Is Structural Health Monitoring a Hot Research Field in Civil Engineering Today?

Yes, structural health monitoring (SHM) is indeed a hot research field in civil engineering as of 2023. The increasing complexity of infrastructure systems and the need for maintenance safety and longevity have driven significant advancements in SHM technologies.

Key Factors Contributing to Its Relevance

Aging Infrastructure: Many countries face challenges related to aging infrastructure, requiring effective monitoring solutions to assess structural integrity and safety. Technological Advances: Innovations in sensor technology, data analytics, and machine learning have enhanced the capabilities of SHM systems, allowing for real-time monitoring and predictive maintenance. Sustainability: SHM contributes to sustainable engineering practices by extending the lifespan of structures and optimizing maintenance schedules, which can reduce costs and resource consumption. Disaster Resilience: With increasing concerns about natural disasters like earthquakes and hurricanes, SHM plays a crucial role in assessing and improving the resilience of structures. Regulatory Requirements: There is a growing emphasis on compliance with safety regulations and standards, which often necessitates the implementation of SHM systems.
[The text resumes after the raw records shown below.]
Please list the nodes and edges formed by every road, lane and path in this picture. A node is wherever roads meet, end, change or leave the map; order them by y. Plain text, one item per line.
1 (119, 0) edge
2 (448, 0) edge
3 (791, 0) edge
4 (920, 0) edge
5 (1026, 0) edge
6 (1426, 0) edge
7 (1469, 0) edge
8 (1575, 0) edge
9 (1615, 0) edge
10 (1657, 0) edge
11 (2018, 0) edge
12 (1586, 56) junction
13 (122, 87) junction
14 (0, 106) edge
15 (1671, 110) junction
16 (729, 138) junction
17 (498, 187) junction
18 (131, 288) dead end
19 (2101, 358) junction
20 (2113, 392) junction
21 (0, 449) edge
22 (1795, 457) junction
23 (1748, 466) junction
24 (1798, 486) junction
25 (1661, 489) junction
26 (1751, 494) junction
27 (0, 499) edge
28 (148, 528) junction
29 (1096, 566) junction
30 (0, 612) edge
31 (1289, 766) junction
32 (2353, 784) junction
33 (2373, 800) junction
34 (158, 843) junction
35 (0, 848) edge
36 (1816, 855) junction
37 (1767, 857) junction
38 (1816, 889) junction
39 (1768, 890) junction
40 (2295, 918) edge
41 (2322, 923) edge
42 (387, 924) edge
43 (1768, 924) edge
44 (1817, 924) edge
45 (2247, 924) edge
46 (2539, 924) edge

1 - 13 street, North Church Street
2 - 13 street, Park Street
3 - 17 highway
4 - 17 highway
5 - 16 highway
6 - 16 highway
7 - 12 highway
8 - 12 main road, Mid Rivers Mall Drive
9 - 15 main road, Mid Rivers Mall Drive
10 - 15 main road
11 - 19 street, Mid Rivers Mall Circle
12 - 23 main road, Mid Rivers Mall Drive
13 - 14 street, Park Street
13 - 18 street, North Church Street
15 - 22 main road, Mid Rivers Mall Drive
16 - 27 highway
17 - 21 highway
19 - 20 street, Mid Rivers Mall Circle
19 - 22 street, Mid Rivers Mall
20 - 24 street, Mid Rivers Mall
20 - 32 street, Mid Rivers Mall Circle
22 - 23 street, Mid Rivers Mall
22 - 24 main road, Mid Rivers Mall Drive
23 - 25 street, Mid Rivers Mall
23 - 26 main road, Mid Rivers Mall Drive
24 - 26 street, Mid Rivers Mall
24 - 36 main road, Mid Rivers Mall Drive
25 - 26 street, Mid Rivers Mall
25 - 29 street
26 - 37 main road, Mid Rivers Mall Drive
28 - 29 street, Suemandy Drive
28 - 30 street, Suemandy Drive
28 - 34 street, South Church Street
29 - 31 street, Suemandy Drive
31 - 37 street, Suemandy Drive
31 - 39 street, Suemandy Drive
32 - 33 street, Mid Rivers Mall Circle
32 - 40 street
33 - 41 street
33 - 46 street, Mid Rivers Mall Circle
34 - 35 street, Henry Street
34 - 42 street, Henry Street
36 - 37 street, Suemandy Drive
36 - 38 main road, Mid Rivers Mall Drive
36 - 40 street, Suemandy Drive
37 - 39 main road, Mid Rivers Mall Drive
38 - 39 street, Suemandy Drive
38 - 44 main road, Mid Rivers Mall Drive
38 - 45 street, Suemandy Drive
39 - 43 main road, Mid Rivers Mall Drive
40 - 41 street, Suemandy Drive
Interdisciplinary Research: SHM intersects with various fields, including materials science, data science, and robotics, fostering a rich environment for interdisciplinary research.

Overall, SHM remains a vibrant area of study with implications for safety, efficiency, and sustainability in civil engineering. Its importance is highlighted by its increasing mainstream adoption, as evidenced by the successful deployment of SHM systems in various infrastructure projects.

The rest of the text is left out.